* _DATASET EXCERPTS_

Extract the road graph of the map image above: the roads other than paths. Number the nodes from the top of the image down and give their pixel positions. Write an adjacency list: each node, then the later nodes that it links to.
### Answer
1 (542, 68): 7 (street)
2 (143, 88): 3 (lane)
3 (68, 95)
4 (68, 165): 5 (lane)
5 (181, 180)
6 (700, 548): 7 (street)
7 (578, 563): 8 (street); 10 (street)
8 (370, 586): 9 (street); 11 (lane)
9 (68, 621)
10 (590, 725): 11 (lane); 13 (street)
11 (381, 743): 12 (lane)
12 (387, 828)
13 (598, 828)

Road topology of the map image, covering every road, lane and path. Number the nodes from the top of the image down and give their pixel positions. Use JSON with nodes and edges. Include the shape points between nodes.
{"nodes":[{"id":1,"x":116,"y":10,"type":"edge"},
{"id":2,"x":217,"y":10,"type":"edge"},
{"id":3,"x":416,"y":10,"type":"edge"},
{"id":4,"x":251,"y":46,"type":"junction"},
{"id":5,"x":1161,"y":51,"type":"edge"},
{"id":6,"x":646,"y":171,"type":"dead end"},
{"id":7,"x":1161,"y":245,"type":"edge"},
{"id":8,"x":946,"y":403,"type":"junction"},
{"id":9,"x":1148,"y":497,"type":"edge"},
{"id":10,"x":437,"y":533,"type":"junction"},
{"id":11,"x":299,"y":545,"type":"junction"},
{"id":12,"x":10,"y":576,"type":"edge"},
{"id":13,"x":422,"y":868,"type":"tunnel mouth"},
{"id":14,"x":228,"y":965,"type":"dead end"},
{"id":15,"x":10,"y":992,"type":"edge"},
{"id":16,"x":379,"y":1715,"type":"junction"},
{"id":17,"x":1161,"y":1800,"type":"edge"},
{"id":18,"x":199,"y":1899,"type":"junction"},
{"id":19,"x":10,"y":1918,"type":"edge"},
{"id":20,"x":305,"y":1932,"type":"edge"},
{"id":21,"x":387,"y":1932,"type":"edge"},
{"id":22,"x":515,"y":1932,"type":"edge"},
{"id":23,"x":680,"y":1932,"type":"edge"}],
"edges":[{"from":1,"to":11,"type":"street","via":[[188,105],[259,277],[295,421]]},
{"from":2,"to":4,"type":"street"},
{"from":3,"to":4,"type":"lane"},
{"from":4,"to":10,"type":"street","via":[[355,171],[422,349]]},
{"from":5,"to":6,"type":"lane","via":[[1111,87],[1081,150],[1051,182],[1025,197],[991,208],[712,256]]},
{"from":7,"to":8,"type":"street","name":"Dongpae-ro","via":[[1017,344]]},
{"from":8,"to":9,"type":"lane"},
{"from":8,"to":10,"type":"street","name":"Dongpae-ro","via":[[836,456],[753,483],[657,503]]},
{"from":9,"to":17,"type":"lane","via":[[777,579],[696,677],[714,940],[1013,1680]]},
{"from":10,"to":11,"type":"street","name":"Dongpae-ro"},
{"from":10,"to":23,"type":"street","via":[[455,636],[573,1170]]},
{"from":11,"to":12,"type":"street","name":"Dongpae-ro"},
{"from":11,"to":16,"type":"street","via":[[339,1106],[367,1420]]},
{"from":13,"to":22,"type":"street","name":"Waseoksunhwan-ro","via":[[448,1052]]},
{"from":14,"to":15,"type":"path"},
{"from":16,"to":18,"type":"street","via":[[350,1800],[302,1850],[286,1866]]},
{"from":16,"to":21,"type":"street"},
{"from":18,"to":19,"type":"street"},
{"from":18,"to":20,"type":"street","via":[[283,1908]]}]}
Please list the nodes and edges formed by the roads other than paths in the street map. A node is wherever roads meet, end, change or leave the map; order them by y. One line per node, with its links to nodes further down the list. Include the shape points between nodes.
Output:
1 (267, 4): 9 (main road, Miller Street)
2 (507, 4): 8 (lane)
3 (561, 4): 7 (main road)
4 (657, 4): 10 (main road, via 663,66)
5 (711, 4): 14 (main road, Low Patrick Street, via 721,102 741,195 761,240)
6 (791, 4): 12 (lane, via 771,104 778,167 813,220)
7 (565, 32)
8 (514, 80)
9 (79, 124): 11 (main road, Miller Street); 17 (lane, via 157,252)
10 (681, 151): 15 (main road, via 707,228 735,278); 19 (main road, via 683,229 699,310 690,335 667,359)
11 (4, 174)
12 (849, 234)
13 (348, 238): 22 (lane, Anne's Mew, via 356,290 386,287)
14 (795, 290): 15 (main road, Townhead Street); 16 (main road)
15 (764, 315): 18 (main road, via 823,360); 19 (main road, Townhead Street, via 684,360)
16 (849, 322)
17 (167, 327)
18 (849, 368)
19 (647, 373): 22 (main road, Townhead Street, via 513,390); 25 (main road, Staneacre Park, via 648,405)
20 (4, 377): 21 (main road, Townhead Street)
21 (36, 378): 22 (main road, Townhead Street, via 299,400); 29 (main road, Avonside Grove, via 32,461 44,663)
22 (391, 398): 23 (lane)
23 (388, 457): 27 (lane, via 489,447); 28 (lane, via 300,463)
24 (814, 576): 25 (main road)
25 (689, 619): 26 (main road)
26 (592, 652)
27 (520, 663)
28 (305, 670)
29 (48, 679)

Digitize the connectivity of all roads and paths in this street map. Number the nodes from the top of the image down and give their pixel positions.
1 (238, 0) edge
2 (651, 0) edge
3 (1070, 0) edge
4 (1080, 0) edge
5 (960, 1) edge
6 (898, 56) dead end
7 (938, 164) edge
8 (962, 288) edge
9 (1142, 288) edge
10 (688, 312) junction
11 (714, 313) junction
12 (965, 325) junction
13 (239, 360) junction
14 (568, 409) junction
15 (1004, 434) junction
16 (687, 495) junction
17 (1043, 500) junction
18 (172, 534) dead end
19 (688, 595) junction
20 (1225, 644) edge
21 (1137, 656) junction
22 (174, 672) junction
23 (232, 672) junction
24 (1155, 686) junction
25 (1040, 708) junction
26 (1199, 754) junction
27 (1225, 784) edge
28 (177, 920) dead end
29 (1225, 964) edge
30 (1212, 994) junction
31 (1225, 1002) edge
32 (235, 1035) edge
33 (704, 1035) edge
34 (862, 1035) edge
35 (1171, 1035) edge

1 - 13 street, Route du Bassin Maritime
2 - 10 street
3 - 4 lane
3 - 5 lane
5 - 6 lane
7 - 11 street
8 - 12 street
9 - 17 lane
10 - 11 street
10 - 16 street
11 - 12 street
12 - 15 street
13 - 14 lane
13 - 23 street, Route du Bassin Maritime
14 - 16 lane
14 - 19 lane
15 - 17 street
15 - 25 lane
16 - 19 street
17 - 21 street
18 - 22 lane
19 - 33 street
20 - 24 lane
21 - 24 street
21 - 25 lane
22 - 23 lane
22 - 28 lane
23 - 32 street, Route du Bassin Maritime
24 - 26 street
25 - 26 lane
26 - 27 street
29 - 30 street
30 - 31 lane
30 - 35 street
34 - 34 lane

* _TASK OBJECTIVE_
In the records, how many lines include the string "image"? The answer is that number alone.

* _RESULT BELOW_
3